[Records supplied — start]

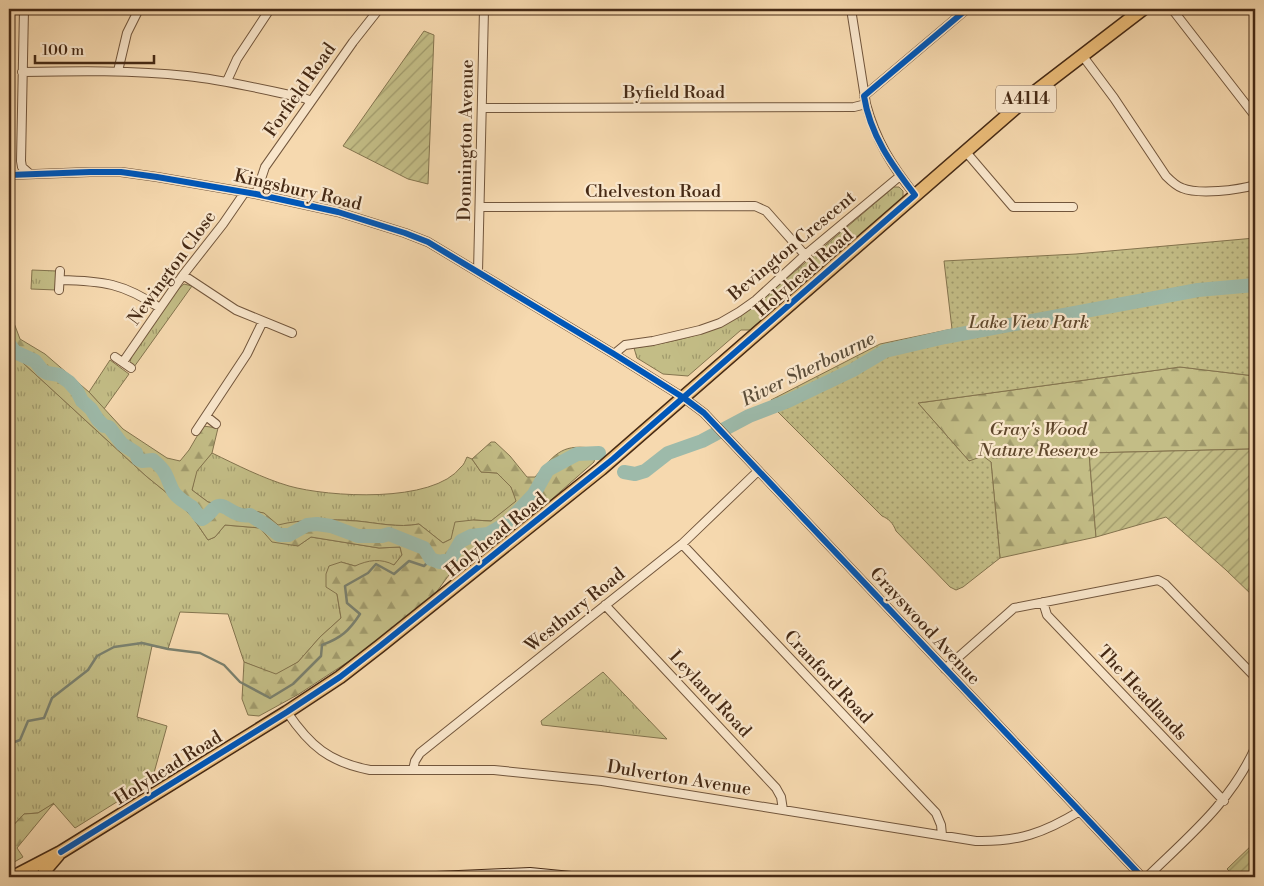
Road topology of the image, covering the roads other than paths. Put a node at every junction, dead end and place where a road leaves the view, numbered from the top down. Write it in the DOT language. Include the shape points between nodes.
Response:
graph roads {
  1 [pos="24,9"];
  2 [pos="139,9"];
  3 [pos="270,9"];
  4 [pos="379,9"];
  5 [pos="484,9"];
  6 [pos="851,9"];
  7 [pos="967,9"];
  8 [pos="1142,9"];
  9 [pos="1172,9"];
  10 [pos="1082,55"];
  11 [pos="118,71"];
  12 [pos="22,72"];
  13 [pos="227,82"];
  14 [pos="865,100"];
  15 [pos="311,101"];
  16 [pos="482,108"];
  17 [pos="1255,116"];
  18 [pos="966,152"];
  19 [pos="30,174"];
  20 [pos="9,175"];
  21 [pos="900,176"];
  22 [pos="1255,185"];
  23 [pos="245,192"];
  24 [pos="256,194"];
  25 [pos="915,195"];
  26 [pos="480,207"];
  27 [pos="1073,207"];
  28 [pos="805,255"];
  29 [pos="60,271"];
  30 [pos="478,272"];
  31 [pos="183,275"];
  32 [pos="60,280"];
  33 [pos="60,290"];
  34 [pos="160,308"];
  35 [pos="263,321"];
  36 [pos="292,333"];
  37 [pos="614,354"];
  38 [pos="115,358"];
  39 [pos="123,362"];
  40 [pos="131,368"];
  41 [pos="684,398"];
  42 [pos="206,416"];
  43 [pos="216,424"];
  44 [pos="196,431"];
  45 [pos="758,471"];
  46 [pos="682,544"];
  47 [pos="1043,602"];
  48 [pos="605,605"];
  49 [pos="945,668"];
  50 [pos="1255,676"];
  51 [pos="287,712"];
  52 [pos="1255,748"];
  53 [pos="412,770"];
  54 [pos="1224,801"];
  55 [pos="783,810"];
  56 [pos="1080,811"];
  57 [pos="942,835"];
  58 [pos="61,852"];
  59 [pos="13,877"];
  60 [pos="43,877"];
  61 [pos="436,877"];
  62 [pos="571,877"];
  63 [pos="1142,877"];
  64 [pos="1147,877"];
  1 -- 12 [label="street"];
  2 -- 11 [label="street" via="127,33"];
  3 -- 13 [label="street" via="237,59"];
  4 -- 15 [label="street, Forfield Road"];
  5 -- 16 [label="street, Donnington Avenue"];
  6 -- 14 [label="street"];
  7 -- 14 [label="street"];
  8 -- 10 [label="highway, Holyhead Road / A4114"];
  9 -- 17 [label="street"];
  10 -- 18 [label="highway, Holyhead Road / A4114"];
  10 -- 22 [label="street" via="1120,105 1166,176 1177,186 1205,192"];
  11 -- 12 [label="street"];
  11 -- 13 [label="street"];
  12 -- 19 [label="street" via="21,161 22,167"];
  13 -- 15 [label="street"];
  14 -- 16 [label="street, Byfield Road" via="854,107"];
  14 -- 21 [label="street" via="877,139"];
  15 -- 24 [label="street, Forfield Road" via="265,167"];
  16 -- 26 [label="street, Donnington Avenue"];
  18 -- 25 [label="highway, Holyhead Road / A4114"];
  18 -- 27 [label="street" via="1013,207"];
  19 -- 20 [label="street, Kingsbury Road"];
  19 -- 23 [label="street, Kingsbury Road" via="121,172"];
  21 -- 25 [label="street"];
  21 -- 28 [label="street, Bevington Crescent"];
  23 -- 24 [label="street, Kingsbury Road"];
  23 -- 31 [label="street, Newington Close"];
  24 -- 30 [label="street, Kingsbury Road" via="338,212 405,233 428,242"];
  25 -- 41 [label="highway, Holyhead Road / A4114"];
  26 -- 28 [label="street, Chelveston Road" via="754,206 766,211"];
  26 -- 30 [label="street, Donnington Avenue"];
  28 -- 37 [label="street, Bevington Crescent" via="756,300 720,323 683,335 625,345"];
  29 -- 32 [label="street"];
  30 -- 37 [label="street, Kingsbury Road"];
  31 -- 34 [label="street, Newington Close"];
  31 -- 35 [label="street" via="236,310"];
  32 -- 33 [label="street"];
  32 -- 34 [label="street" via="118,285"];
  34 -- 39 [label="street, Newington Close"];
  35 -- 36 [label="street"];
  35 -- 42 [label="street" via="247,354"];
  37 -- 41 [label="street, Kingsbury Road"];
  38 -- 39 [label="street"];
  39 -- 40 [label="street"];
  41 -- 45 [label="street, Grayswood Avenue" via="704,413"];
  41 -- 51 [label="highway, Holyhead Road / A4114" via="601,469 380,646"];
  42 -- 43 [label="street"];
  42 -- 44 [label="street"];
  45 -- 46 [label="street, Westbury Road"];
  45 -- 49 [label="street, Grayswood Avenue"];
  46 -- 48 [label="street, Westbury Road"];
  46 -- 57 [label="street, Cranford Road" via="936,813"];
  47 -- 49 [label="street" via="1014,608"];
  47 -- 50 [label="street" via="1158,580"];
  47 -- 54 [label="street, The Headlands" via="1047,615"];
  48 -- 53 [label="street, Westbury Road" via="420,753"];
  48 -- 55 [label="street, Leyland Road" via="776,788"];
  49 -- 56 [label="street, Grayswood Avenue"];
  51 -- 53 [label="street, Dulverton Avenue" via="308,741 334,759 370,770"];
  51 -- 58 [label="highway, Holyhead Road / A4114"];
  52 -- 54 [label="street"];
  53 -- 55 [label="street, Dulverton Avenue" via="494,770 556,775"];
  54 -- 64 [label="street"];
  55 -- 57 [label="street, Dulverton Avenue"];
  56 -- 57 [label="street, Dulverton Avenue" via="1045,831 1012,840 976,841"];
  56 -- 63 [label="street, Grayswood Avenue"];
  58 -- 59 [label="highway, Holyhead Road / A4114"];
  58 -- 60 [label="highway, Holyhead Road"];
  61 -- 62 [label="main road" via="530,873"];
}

[Records supplied — finish]
[Records supplied — start]

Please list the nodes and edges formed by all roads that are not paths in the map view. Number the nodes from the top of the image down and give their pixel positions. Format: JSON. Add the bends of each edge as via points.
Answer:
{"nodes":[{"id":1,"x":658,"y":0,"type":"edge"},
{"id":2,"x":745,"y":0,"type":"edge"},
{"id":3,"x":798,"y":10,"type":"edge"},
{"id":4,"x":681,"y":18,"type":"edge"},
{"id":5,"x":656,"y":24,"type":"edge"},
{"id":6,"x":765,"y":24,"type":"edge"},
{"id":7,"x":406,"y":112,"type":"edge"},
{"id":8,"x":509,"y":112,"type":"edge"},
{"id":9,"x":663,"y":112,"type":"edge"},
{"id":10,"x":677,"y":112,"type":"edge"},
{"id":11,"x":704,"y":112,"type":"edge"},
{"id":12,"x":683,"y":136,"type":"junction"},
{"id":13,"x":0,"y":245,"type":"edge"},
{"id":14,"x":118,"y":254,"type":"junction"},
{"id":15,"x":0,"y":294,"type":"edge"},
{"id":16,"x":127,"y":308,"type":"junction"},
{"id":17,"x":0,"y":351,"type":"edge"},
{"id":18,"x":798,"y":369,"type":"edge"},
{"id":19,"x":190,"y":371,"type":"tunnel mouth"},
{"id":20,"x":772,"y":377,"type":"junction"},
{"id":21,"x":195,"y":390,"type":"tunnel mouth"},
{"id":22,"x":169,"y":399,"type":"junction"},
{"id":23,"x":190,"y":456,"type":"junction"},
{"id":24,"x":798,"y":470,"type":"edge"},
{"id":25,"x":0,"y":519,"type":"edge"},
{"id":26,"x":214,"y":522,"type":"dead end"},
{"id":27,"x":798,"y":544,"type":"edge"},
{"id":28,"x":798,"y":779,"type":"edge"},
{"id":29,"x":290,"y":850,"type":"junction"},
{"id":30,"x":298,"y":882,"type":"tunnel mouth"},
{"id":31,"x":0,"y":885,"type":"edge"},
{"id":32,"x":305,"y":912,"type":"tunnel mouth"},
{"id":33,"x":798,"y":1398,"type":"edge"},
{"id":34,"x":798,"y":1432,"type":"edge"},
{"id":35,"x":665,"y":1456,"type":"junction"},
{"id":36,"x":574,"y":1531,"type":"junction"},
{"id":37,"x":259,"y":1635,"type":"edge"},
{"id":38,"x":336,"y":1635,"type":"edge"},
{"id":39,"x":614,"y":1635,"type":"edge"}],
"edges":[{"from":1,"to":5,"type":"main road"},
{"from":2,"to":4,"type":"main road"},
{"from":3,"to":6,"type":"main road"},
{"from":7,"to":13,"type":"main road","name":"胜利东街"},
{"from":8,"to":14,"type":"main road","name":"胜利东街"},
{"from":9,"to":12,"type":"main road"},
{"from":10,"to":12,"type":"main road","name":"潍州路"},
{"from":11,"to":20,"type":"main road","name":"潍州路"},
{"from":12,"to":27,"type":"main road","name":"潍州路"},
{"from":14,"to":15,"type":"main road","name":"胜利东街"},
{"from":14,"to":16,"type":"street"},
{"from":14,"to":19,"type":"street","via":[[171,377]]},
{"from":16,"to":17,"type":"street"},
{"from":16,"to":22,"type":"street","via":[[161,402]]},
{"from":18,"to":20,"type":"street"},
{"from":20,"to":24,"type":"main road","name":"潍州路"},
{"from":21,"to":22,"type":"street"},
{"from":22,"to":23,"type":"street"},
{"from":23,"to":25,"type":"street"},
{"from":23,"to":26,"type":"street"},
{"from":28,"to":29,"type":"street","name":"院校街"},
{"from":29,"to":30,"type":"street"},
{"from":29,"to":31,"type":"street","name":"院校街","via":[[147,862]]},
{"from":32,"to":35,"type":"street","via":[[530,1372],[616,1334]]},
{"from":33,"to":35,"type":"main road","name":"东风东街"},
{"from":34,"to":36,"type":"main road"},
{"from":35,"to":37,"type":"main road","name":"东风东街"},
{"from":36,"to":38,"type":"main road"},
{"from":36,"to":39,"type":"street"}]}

[Records supplied — finish]

→ What needs to be done: Wherever a line contains the string "胜利东街", copy that line from the data.

→ Solution to this problem:
{"from":7,"to":13,"type":"main road","name":"胜利东街"},
{"from":8,"to":14,"type":"main road","name":"胜利东街"},
{"from":14,"to":15,"type":"main road","name":"胜利东街"},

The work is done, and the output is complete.